Three years after leaving the Brown School, she reconnected with Sherraden and soon was working on an experimental design project at his Center of Social Development and beginning work on her doctorate. She finally had a platform to ask those burning questions about civic engagement.

When she earned a doctorate in 2003 and entered the job market in ’04, she was asked to join the faculty of the school. She currently teaches courses in nonprofit management and community development, and all of her classes are taught from a service-learning perspective wherein her students work at agencies in the community and where they, too, learn how to seek and apply client input.

Although she has her own research agenda, she is still involved with the Center for Social Development, where she serves as research director and currently focuses on a project assessing the impact of international service.

“Amanda has been an exciting scholar from the outset,” Sherraden says. “It is an unusual step for Washington University to hire one of its own Ph.D. graduates, and it is a testimony to Amanda as a promising scholar.
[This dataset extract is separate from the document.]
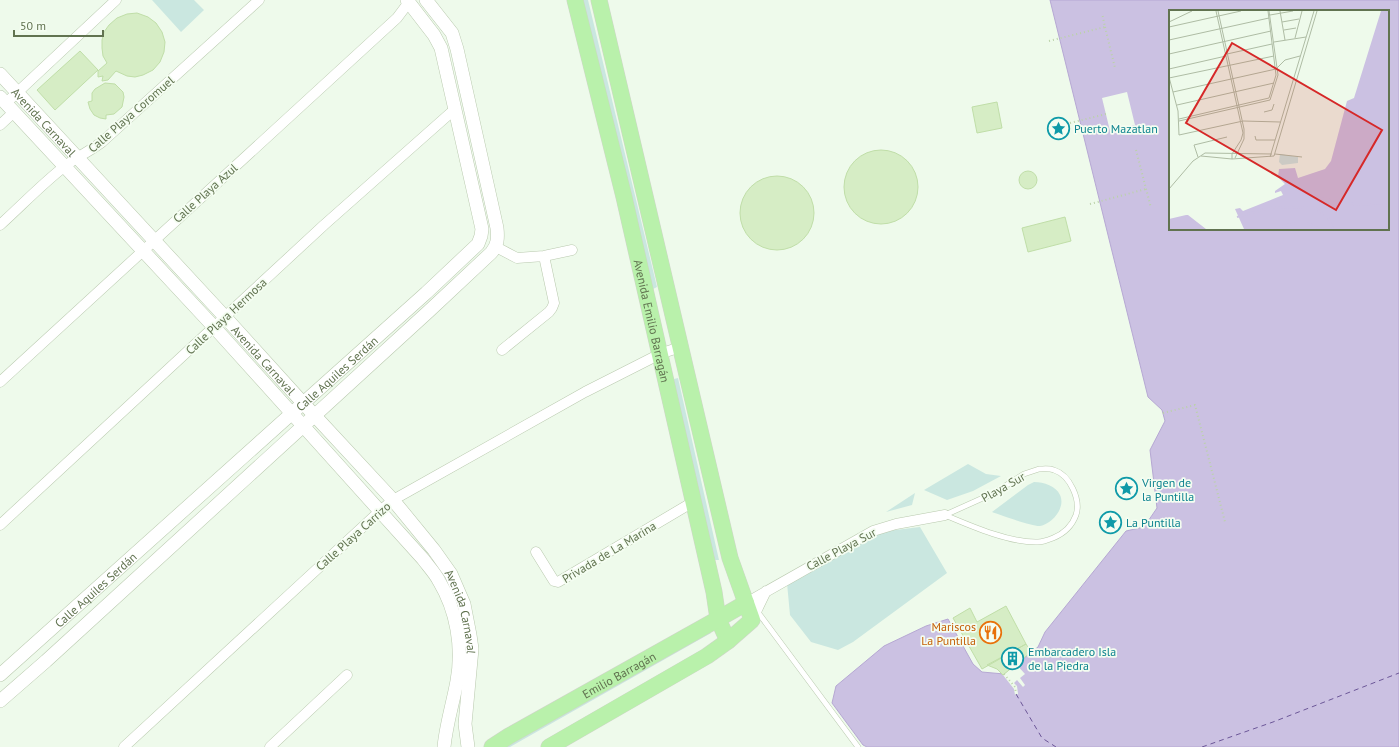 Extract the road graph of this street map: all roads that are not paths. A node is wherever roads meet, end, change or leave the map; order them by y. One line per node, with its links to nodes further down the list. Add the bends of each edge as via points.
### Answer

This has turned out to be an excellent decision by Washington University.”

Brown School Dean Edward F. Lawlor, Ph.D., agrees. “Amanda’s scholarship is contemporary and cutting edge, relevant to our students, our community partners and to policy,” he says.

A new challenge

In April 2006, McBride was summoned to the chancellor’s office. Given her research interests and rave reviews of her administrative abilities by Lawlor, Chancellor Mark S. Wrighton asked her to put one more item on her already-full plate. He asked her to take the reins of WUSTL’s Gephardt Institute for Public Service, whose mission is to promote civic engagement across the University and empower individuals, especially students and older adults, to become more active citizens. She now serves as the institute’s director.

The McBride family: Amanda, husband, Mark, and son, Liam, on top of the Empire State Building.

“I think of the institute as a nexus for service across campus, bringing together student groups, individual students and faculty members — all who are engaged in the community through volunteerism, service projects or service-learning courses,” says McBride, who recently received the distinguished alumni award from Hendrix College, where she first experienced service learning. “The institute’s mission is to support and maximize those efforts for greater impact.”

“Amanda has had an energizing effect on the Gephardt Institute for Public Service and has been instrumental in moving forward its mission and its goals for the future,” Wrighton says. “Considering her leading scholarship in civic engagement, she will be a great contributor to the advancement of the Gephardt Institute, and I look forward to seeing more of what can be accomplished under her direction.”

A passion for purpose

In the end, what McBride the social architect wants to offer her profession and her University is an understanding of the civic structures that allow students and others to find purpose in their lives and work.

“I am passionate about applied research that can actually provide input for policy and program development. I don’t want to do research that just ends up on a shelf,” she says, pointing to the bookshelves behind her lined with binder after binder of notes and reports. “For example, we now have a critical moment in history. Nationwide, more youth are defining their lives in civic terms. What does research tell us on how we can best cultivate and channel that civic conviction across all of our students?”